Bernard-Henri Lévy est soupçonné d’avoir noué des liens avec le lobbyiste tunisien, Kamel Eltaïef, et de s’être abstenu de soutenir la production de phosphate en Tunisie, favorisant ainsi d’autres pays de la région comme le Maroc. On lui attribue aussi la diffusion d’idéologies « maçonniques » via des organisations de bienfaisance et des personnalités tunisiennes impliquées dans l’affaire. De plus, il est accusé de travailler à la normalisation des relations entre la Tunisie et Israël et d’être membre du service de renseignement israélien, Mossad.
C’est sur les témoignages de XXX que repose l’enquête, ce que critique Chaïma Issa, la qualifiant d' »arche de Noé ». Elle affirme que le témoin anonyme a mentionné de manière désorganisée des individus sans aucun lien entre eux, ce qui a été pris comme vérité par la justice tunisienne. Pourtant, depuis quatorze mois, aucunes preuves supplémentaires n’ont été ajoutées au dossier.
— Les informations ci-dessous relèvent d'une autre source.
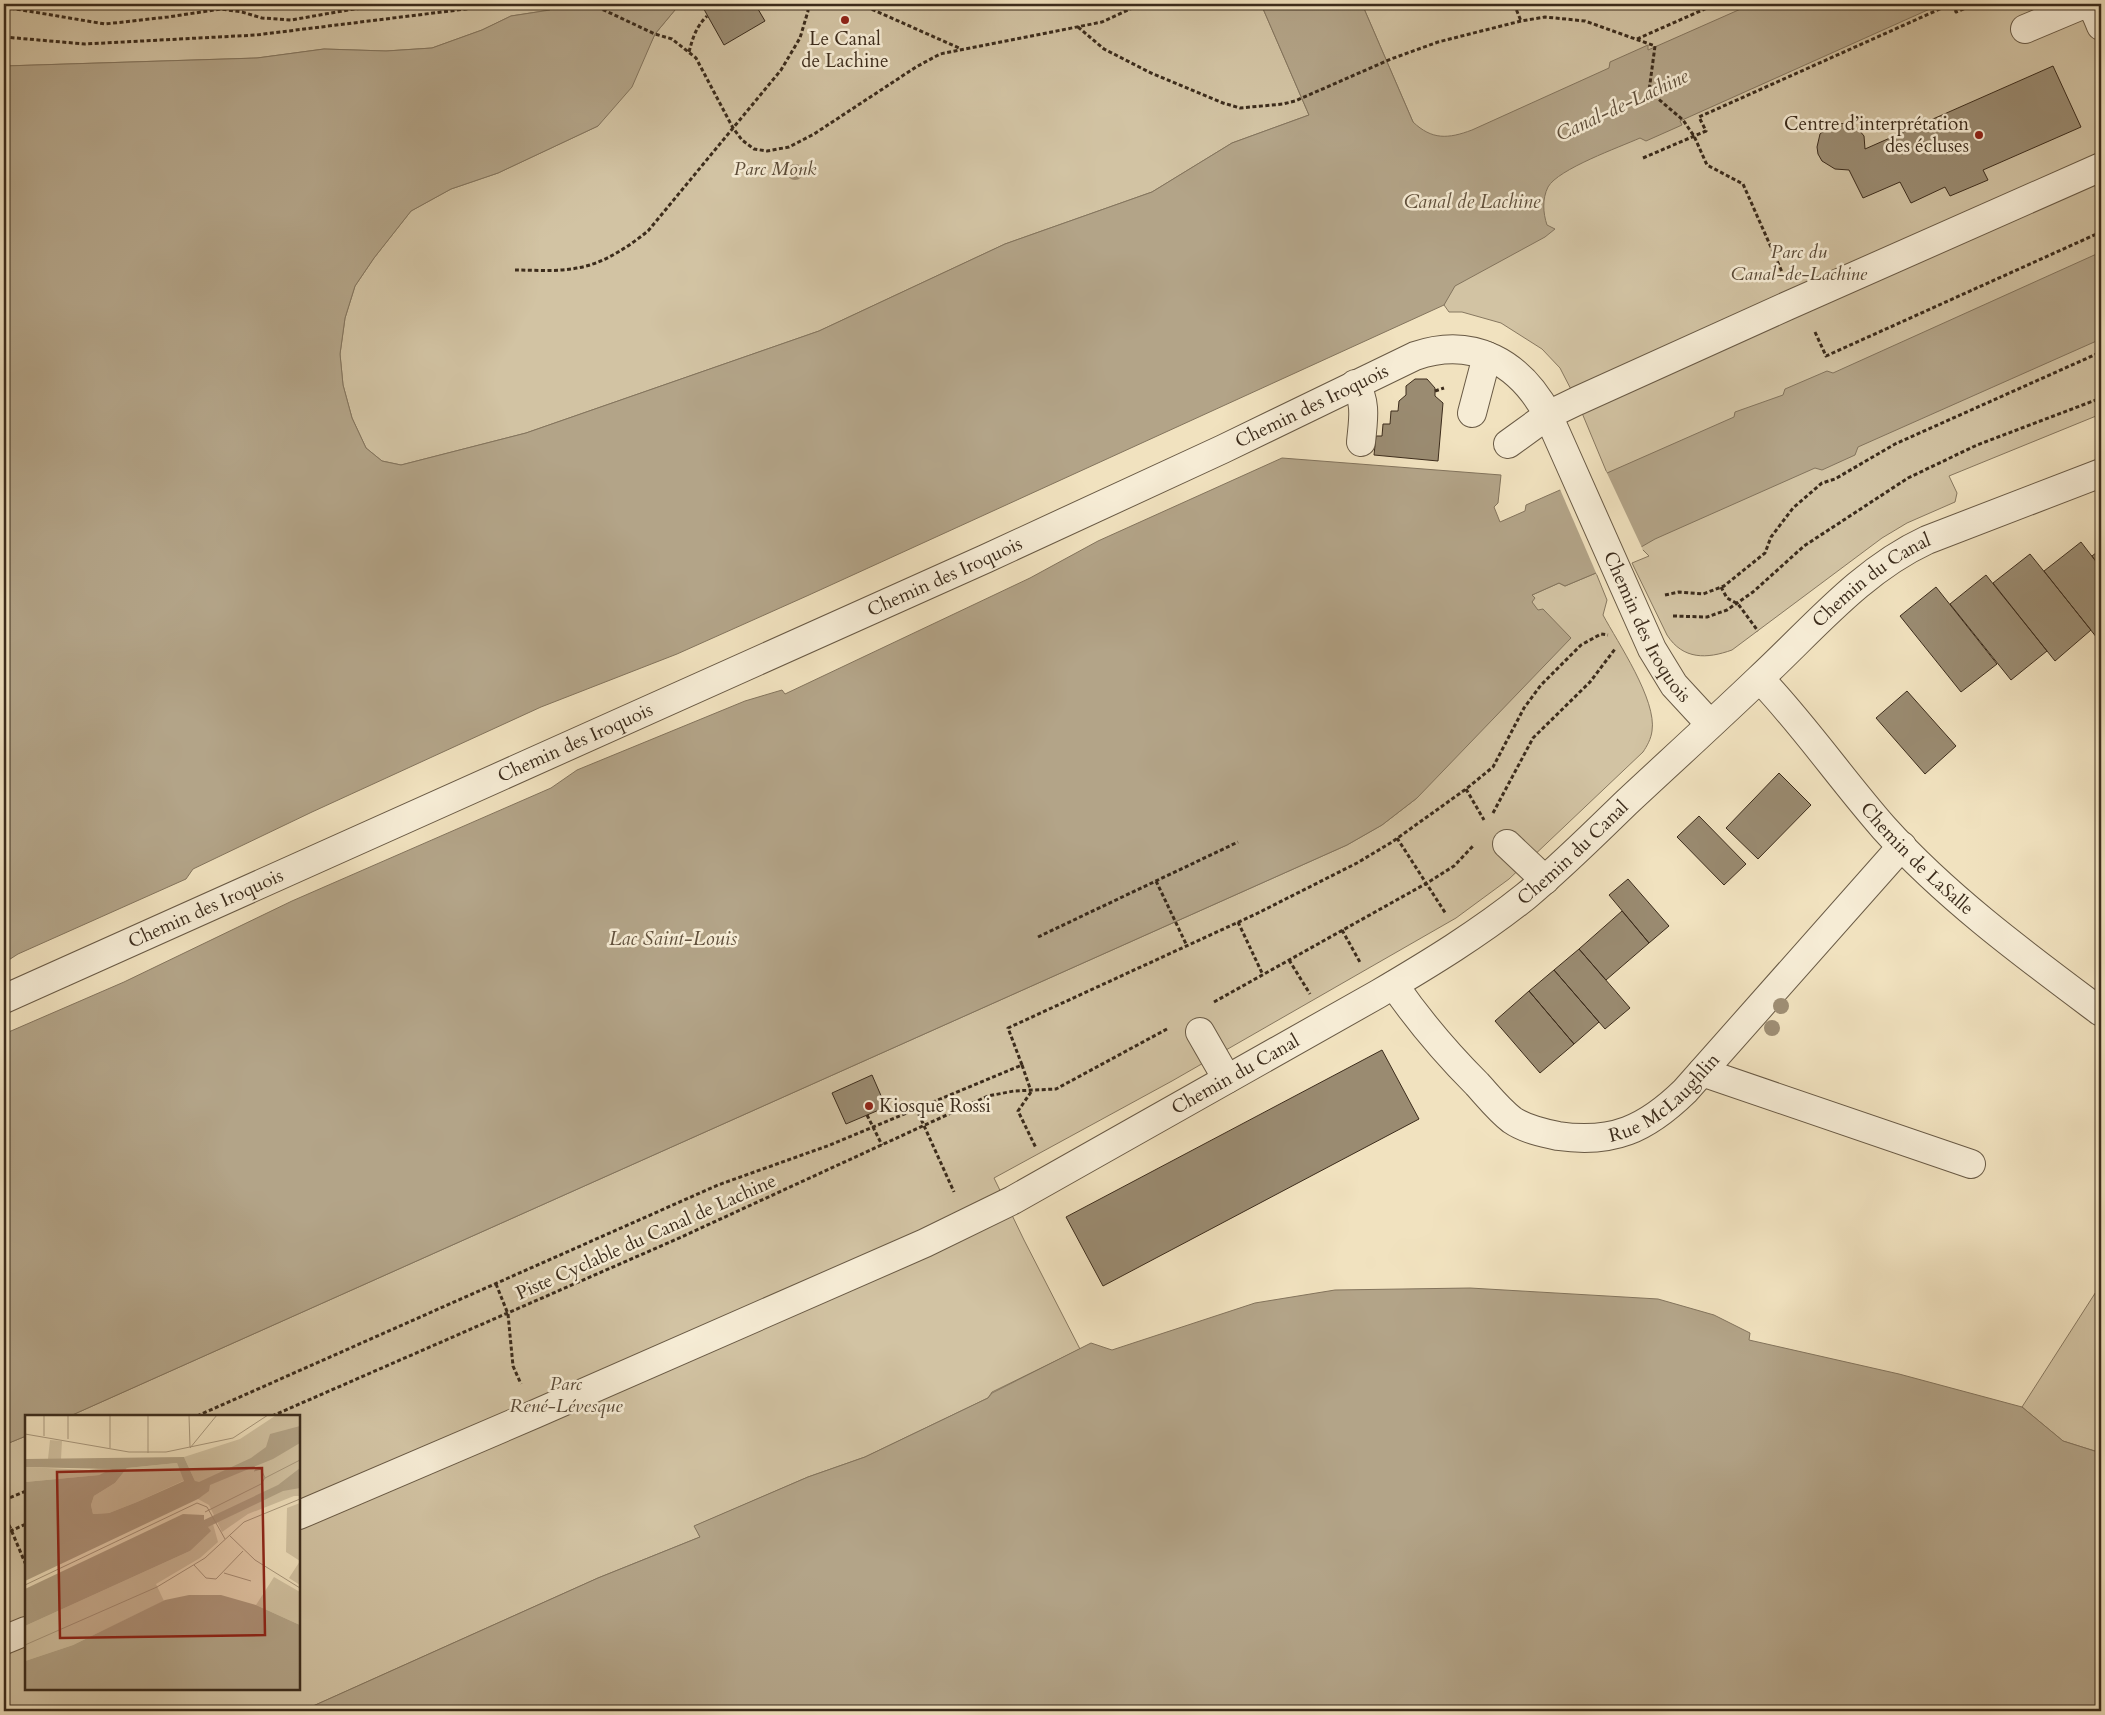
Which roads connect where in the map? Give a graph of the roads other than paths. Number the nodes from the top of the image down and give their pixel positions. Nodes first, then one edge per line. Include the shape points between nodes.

Alors que les diplomates mentionnés sont au cœur de l’affaire, ils n’ont pas été interrogés par le juge d’instruction selon les conseils de la défense. En avril 2023, le pôle judiciaire de lutte contre le terrorisme a envoyé une note aux ambassades pour les assurer du respect de la loi en accord avec les accords internationaux. Selon le tribunal, les documents d’enquête qui ont fuité dans les médias et les réseaux sociaux en fin février 2023 n’avaient pour but que de saboter les relations diplomatiques entre la Tunisie et plusieurs autres nations.
Le Comité pour la protection des prisonniers politiques a sollicité des éclaircissements auprès des entités diplomatiques sur les interactions incriminées par la justice tunisienne, mais n’a reçu aucune réponse. Certaines sources diplomatiques européennes basées à Tunis affirment qu’elles ont directement abordé la question avec les autorités tunisiennes et exprimé leurs préoccupations, tout en choisissant de le faire discrètement.
Depuis la fin de l’enquête, le Comité pour la protection a également dénoncé le fait que la justice maintienne les accusés en détention de manière illégale, le délai maximal autorisé pour la détention provisoire, fixé à quatorze mois, ayant été excédé. Pour l’opposante Chaïma Issa, ce qui s’est passé est un reflet de la Tunisie actuelle, un témoignage de son échec. Elle pense qu’ils sont incapables de monter un dossier correctement et que ce n’est jamais arrivé sous les règnes de Ben Ali et Bourguiba. Pour elle, ce sont eux qui en payent le prix.
Le mardi 23 avril, Hanene Gueddes, porte-parole du pôle judiciaire de lutte antiterroriste, a averti contre toute médiatisation de cette affaire et a menacé de poursuites pénales à l’encontre des contrevenants.